Discrimination Based on HIV or AIDS Status
Approximately 1.1 million Americans are living with HIV, the virus that causes AIDS. Strides in modern medicine have transformed an HIV diagnosis from a death sentence to a manageable health condition. Today, we are knowledgeable about how the disease is (and is not) transmitted. Unfortunately, prejudice against individuals suffering with HIV or AIDS still lingers.
Am I Protected Against Discrimination?
Discrimination against people with HIV and AIDS is prohibited by an array of state and federal laws, including Titles I and II of the Americans with Disability Act (ADA), the Rehabilitation Act of 1973, the Family Medical Leave Act of 1993 (FMLA) and the Health Insurance Portability and Accountability Act of 1996 (HIPAA). The ADA specifically prohibits employment discrimination on the basis of disability. Under the ADA, HIV and AIDS are considered disabilities.
All public employers and all private employers with fifteen or more employees are subject to the requirements of the ADA. If you meet legitimate employment requirements and can perform the essential functions of your job (with or without reasonable accommodation), you cannot be discriminated against on the basis of your status as HIV positive.
Moreover, the ADA’s protections extend to individuals perceived or rumored to be HIV positive, and any individuals who are known to associate with them.

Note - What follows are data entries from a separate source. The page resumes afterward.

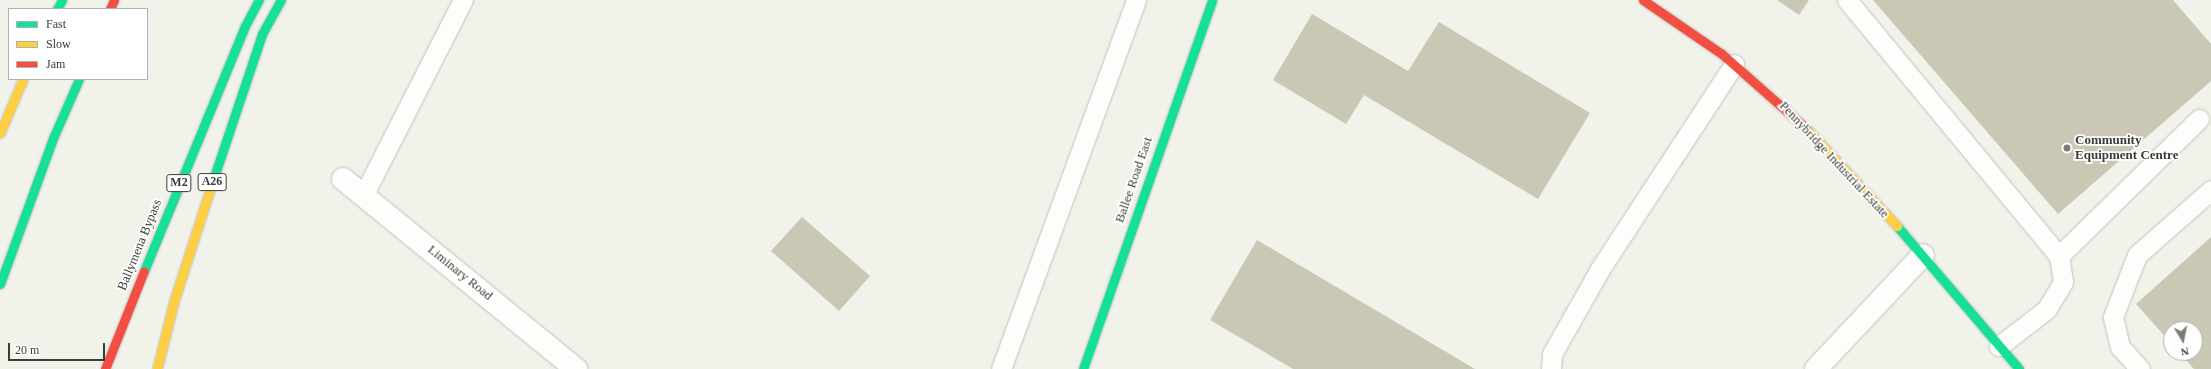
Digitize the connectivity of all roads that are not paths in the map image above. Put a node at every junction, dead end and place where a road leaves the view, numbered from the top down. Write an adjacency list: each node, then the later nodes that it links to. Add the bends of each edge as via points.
1 (259, 0): 20 (main road, Ballymena Bypass / M2, via 245,26 185,168)
2 (281, 0): 21 (main road, A26, via 262,34 213,179 174,301)
3 (463, 0): 15 (lane)
4 (1136, 0): 23 (lane)
5 (1212, 0): 24 (main road, Ballee Road East)
6 (1643, 0): 8 (main road, Pennybridge Industrial Estate)
7 (1847, 0): 17 (lane)
8 (1734, 64): 16 (main road, Pennybridge Industrial Estate, via 1811,132); 25 (lane, via 1600,269 1552,354)
9 (23, 80): 12 (main road)
10 (79, 80): 18 (main road, via 54,136)
11 (2199, 119): 17 (lane)
12 (0, 133)
13 (343, 179): 15 (street, Liminary Road)
14 (2211, 190): 28 (lane, via 2137,255 2113,317 2120,347)
15 (364, 194): 22 (street, Liminary Road)
16 (1923, 255): 19 (main road, Pennybridge Industrial Estate); 26 (street)
17 (2059, 256): 19 (lane, via 2063,282 2047,309)
18 (0, 284)
19 (1999, 346): 27 (main road, Pennybridge Industrial Estate)
20 (105, 369)
21 (157, 369)
22 (576, 369)
23 (1001, 369)
24 (1083, 369)
25 (1551, 369)
26 (1816, 369)
27 (2019, 369)
28 (2140, 369)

For example, if your spouse has been diagnosed with HIV, your employer cannot discriminate against you on the basis of your association with him or her.
What Constitutes Discrimination?
The protections of the ADA apply to employment decisions at all stages, including:
- Bias in hiring
- Biased application procedures
- Discriminatory job assignments
- Refusal to grant accommodations
- Unjustified termination
Employers can consider health and safety when making employment decisions, however it is unlikely that a court would consider potential HIV transmission a legitimate safety threat.
Employers covered by the ADA must make reasonable accommodations to allow individuals with HIV to continue in their job. Reasonable accommodations are any modifications that are not unduly burdensome in relation to the size of the employer. The potential loss of customers or other employees due to the fact that an employee is perceived to have HIV/AIDS is not an undue hardship.
Reasonable accommodations might include extended leave policies, reassignment to positions that are less physically demanding or more flexible hours.
Your employer may inquire about any health conditions that might potentially interfere with the performance of your job. However, if you request reasonable accommodations, your employer cannot inquire about your HIV status. The ADA requires that information be kept confidential.
What Can I Do If I Have Been Discriminated Against on the Basis of My HIV/AIDS Status?
Applicants or employees who feel that they have been targets can file a charge of discrimination with the nearest Federal Equal Employment Opportunity Commission (EEOC) office within 180 days of the alleged discriminatory action. A third party, an organization or an agency can also file a charge on behalf of the aggrieved party to protect their identity (for example a spouse, co-worker, or nonprofit anti-discrimination agency might file a claim on an AIDS patient’s behalf).
Then, the EEOC would investigate the claim and attempt to correct the problem. You might receive a “right to sue” letter from the EEOC, which permits you to sue your employer in federal court on grounds that they violated the ADA.